Lecture 5: Preprocessing and sklearn pipelines

Varada Kolhatkar

Announcements

  • HW1 grades will be posted soon.
  • Syllabus quiz due date is September 19th, 11:59 pm.
  • Homework 3 (hw3) has been released (Due: Sept 29th, 11:59 pm)
    • You can work in pairs for this assignment.

Recap

  • Decision trees: Split data into subsets based on feature values to create decision rules
  • \(k\)-NNs: Classify based on the majority vote from \(k\) nearest neighbors
  • SVM RBFs: Create a boundary using an RBF kernel to separate classes

iClicker 4.2

Select all of the following statements which are TRUE.

    1. \(k\)-NN may perform poorly in high-dimensional space (say, d > 1000).
    1. In sklearn’s SVC classifier, large values of gamma tend to result in higher training score but probably lower validation score.
    1. If we increase both gamma and C, we can’t be certain if the model becomes more complex or less complex.

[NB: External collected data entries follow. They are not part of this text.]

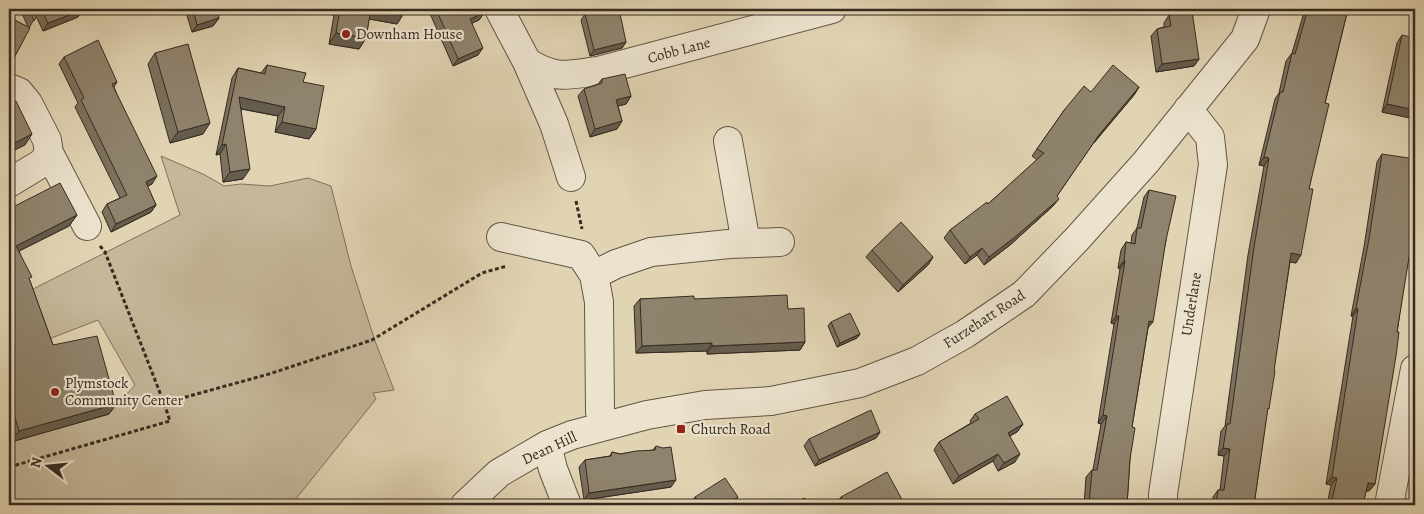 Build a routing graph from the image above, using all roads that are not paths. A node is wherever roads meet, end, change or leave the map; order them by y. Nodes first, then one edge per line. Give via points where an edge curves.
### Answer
1 (499, 9) edge
2 (832, 9) edge
3 (1256, 9) edge
4 (527, 62) junction
5 (9, 88) edge
6 (1188, 109) junction
7 (728, 140) dead end
8 (49, 153) junction
9 (571, 177) road end
10 (9, 183) edge
11 (87, 226) dead end
12 (501, 237) dead end
13 (780, 242) dead end
14 (746, 243) junction
15 (594, 275) junction
16 (1415, 369) edge
17 (647, 415) joint
18 (605, 425) junction
19 (548, 445) junction
20 (465, 505) edge
21 (567, 505) edge
22 (1163, 505) edge
23 (1389, 505) edge

1 - 4 street
2 - 4 street, Cobb Lane via 598,71 559,76 543,72
3 - 6 street, Furzehatt Road via 1245,40
4 - 9 street via 554,124
5 - 8 street via 19,92 28,103 47,140
6 - 17 street, Furzehatt Road via 1133,176 1024,294 966,334 917,361 860,383 771,402 705,405
6 - 22 street, Underlane via 1210,137 1213,165
7 - 14 street
8 - 10 street via 42,163
8 - 11 street
12 - 15 street via 581,255
13 - 14 street
14 - 15 street via 651,252
15 - 18 street via 599,302 600,412
16 - 23 street
17 - 18 street, Dean Hill
18 - 19 street, Dean Hill
19 - 20 street, Dean Hill via 499,473
19 - 21 street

Comparison of models (activity)

Model Parameters and hyperparameters Strengths Weaknesses
Decision Trees
KNNs
SVM RBF

Preprocessing motivation: example

You’re trying to find a suitable date based on:

  • Age (closer to yours is better).
  • Number of Facebook Friends (closer to your social circle is ideal).

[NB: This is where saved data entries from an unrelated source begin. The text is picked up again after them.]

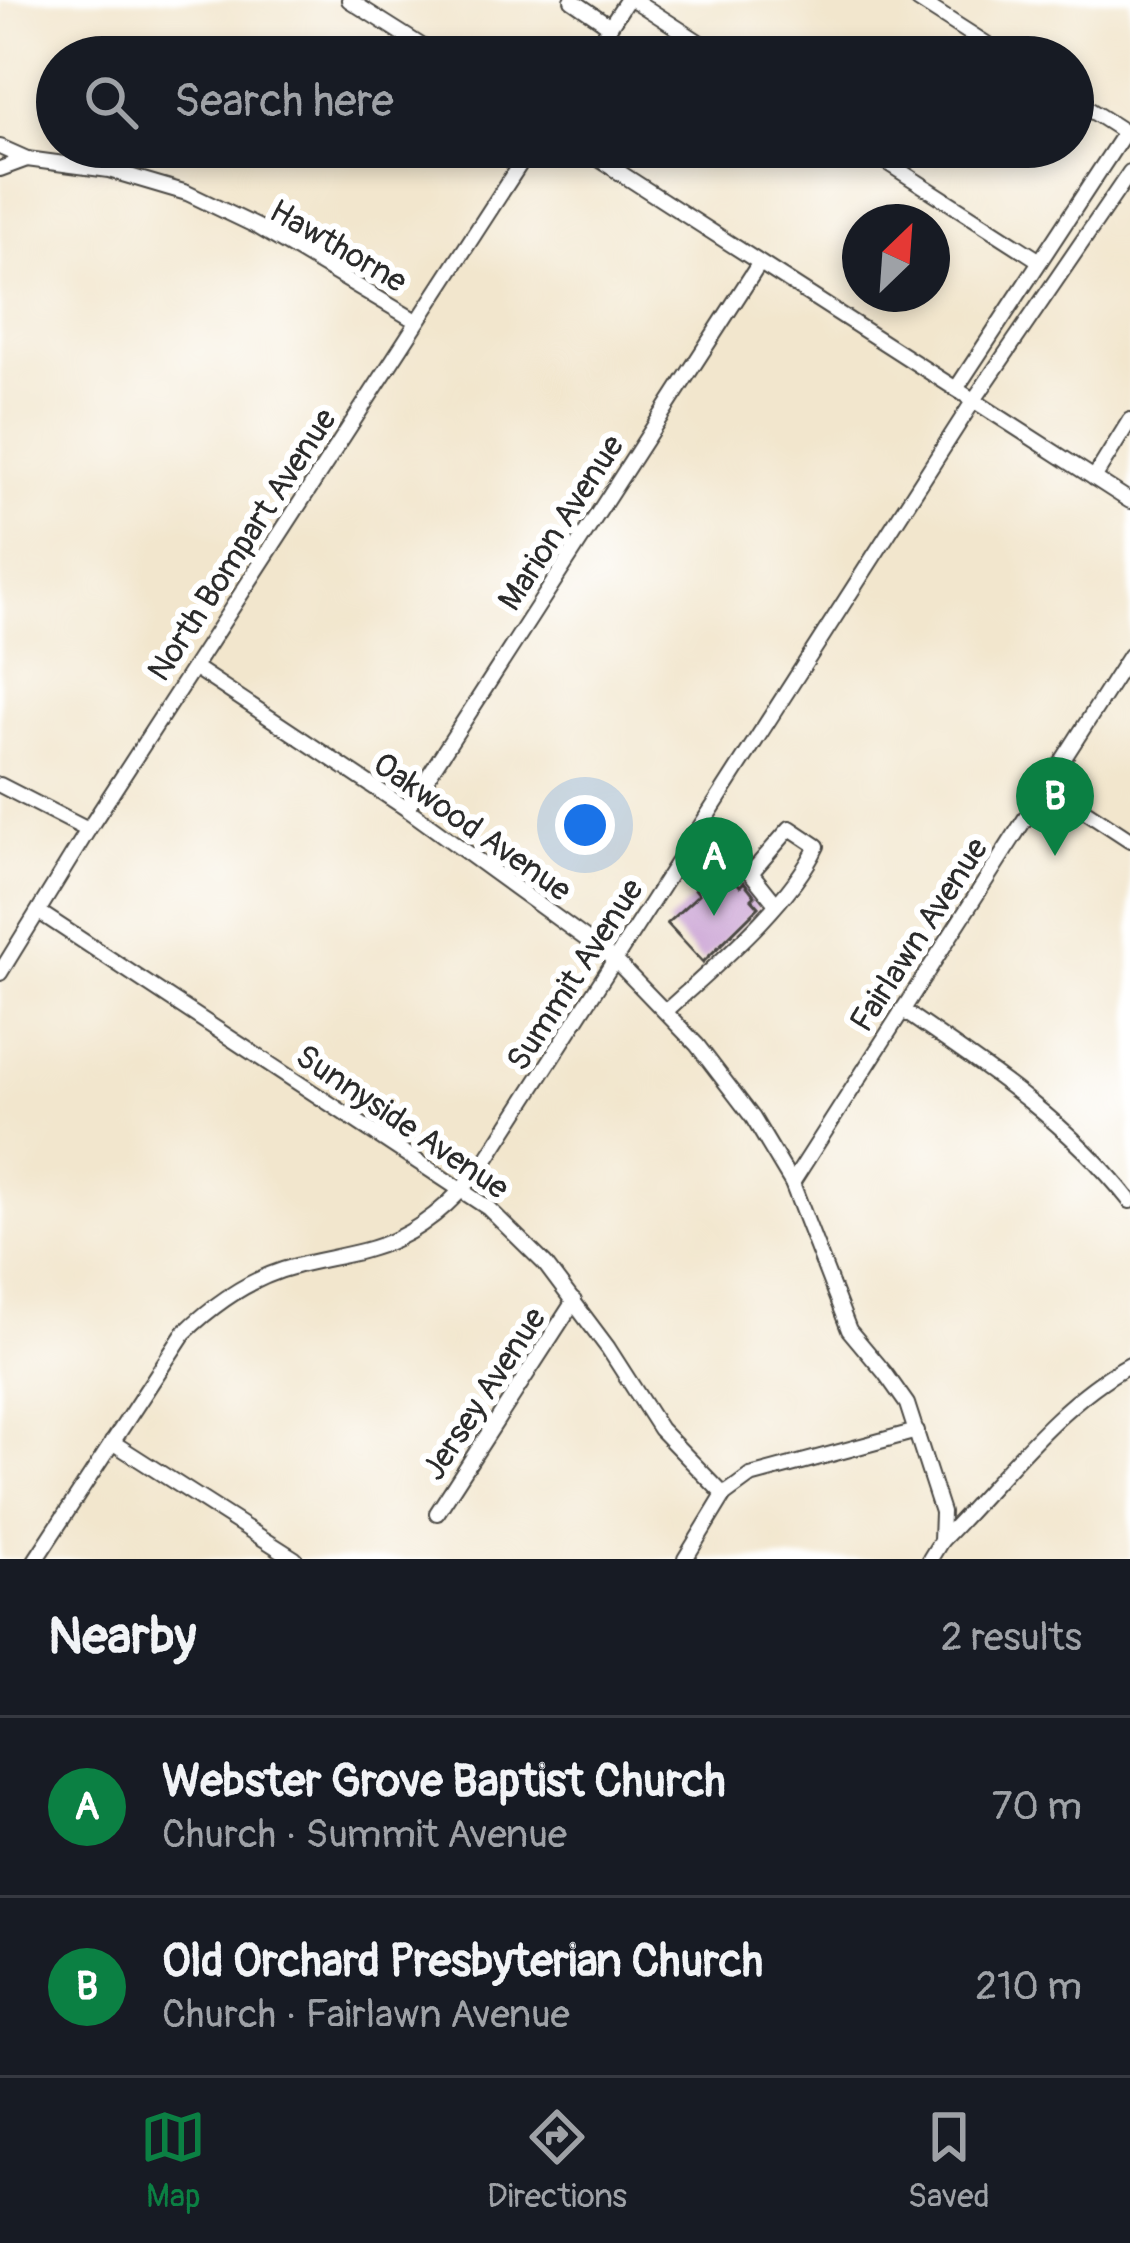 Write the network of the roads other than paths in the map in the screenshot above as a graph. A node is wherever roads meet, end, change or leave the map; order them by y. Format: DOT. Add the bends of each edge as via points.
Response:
graph roads {
  1 [pos="349,0"];
  2 [pos="572,0"];
  3 [pos="630,0"];
  4 [pos="918,0"];
  5 [pos="610,26"];
  6 [pos="406,36"];
  7 [pos="604,36"];
  8 [pos="688,36"];
  9 [pos="974,36"];
  10 [pos="1094,113"];
  11 [pos="1127,134"];
  12 [pos="0,147"];
  13 [pos="27,159"];
  14 [pos="36,160"];
  15 [pos="94,168"];
  16 [pos="516,168"];
  17 [pos="612,168"];
  18 [pos="895,168"];
  19 [pos="0,169"];
  20 [pos="1130,172"];
  21 [pos="1040,261"];
  22 [pos="759,264"];
  23 [pos="416,321"];
  24 [pos="956,389"];
  25 [pos="974,400"];
  26 [pos="1130,420"];
  27 [pos="1094,478"];
  28 [pos="1130,501"];
  29 [pos="1130,655"];
  30 [pos="194,668"];
  31 [pos="0,785"];
  32 [pos="1046,785"];
  33 [pos="407,809"];
  34 [pos="88,830"];
  35 [pos="696,833"];
  36 [pos="1130,840"];
  37 [pos="752,873"];
  38 [pos="776,904"];
  39 [pos="38,912"];
  40 [pos="615,960"];
  41 [pos="0,973"];
  42 [pos="902,1010"];
  43 [pos="666,1011"];
  44 [pos="792,1183"];
  45 [pos="464,1190"];
  46 [pos="1130,1201"];
  47 [pos="574,1301"];
  48 [pos="1130,1364"];
  49 [pos="916,1431"];
  50 [pos="112,1442"];
  51 [pos="724,1495"];
  52 [pos="437,1513"];
  53 [pos="940,1541"];
  54 [pos="36,1559"];
  55 [pos="295,1559"];
  56 [pos="685,1559"];
  57 [pos="930,1559"];
  1 -- 6 [label="street"];
  2 -- 5 [label="street"];
  3 -- 5 [label="street"];
  3 -- 8 [label="street"];
  4 -- 9 [label="street"];
  5 -- 7 [label="street"];
  10 -- 11 [label="street"];
  11 -- 21 [label="street"];
  12 -- 13 [label="street"];
  13 -- 14 [label="street, Hawthorne"];
  13 -- 19 [label="street"];
  15 -- 23 [label="street, Hawthorne" via="187,193"];
  16 -- 23 [label="street, North Bompart Avenue"];
  17 -- 22 [label="street"];
  18 -- 21 [label="street"];
  20 -- 25 [label="street, Summit Avenue"];
  21 -- 24 [label="street"];
  22 -- 24 [label="street"];
  22 -- 33 [label="street, Marion Avenue"];
  23 -- 30 [label="street, North Bompart Avenue"];
  24 -- 25 [label="street"];
  25 -- 27 [label="street"];
  25 -- 35 [label="street, Summit Avenue"];
  26 -- 27 [label="street"];
  27 -- 28 [label="street"];
  29 -- 32 [label="street, Fairlawn Avenue"];
  30 -- 33 [label="street, Oakwood Avenue"];
  30 -- 34 [label="street, North Bompart Avenue"];
  31 -- 34 [label="street"];
  32 -- 36 [label="street"];
  32 -- 42 [label="street, Fairlawn Avenue"];
  33 -- 40 [label="street, Oakwood Avenue"];
  34 -- 39 [label="street, North Bompart Avenue"];
  35 -- 37 [label="street"];
  35 -- 40 [label="street, Summit Avenue"];
  37 -- 38 [label="street"];
  37 -- 38 [label="street" via="790,828 817,846"];
  38 -- 43 [label="street"];
  39 -- 41 [label="street, North Bompart Avenue"];
  39 -- 45 [label="street, Sunnyside Avenue"];
  40 -- 43 [label="street, Oakwood Avenue"];
  40 -- 45 [label="street, Summit Avenue"];
  42 -- 44 [label="street, Fairlawn Avenue"];
  42 -- 46 [label="street" via="1043,1110"];
  43 -- 44 [label="street, Oakwood Avenue" via="723,1077"];
  44 -- 49 [label="street, Oakwood Avenue" via="849,1330 907,1404"];
  45 -- 47 [label="street, Sunnyside Avenue"];
  45 -- 50 [label="street, Summit Avenue" via="393,1240 291,1267 222,1300 184,1334"];
  47 -- 51 [label="street, Sunnyside Avenue" via="660,1429"];
  47 -- 52 [label="street, Jersey Avenue"];
  48 -- 53 [label="street" via="1074,1402"];
  49 -- 51 [label="street" via="764,1471"];
  49 -- 53 [label="street, Oakwood Avenue" via="942,1512"];
  50 -- 54 [label="street, Summit Avenue"];
  50 -- 55 [label="street"];
  51 -- 56 [label="street"];
  53 -- 57 [label="street"];
}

Preprocessing motivation: example

  • You are 30 years old and have 250 Facebook friends.
Person Age #FB Friends Euclidean Distance Calculation Distance
A 25 400 \(\sqrt{5^2 + 150^2}\) 150.08
B 27 300 \(\sqrt{3^2 + 50^2}\) 50.09
C 30 500 \(\sqrt{0^2 + 250^2}\) 250.00
D 60 250 \(\sqrt{30^2 + 0^2}\) 30.00

Based on the distances, the two nearest neighbors (2-NN) are:

  • Person D (Distance: 30.00)
  • Person B (Distance: 50.09)

What’s the problem here?

What is preprocessing?

  • Preprocessing is about making the raw dataset ready for machine learning.

(iClicker) Exercise 5.1

Take a guess: In your machine learning project, how much time will you typically spend on data preparation and transformation?

    1. ~80% of the project time
    1. ~20% of the project time
    1. ~50% of the project time
    1. None. Most of the time will be spent on model building

The question is adapted from here.

Class demo

  • Let’s walk through strategies for handling missing values, categorical variables, text, scaling, and irrelevant features using a class demo.

Class demo

(iClicker) Exercise 5.2

Select all of the following statements which are TRUE.

    1. StandardScaler ensures a fixed range (i.e., minimum and maximum values) for the features.
    1. StandardScaler calculates mean and standard deviation for each feature separately.
    1. In general, it’s a good idea to apply scaling on numeric features before training \(k\)-NN or SVM RBF models.
    1. The transformed feature values might be hard to interpret for humans.
    1. After applying SimpleImputer The transformed data has a different shape than the original data.

(iClicker) Exercise 5.3

Select all of the following statements which are TRUE.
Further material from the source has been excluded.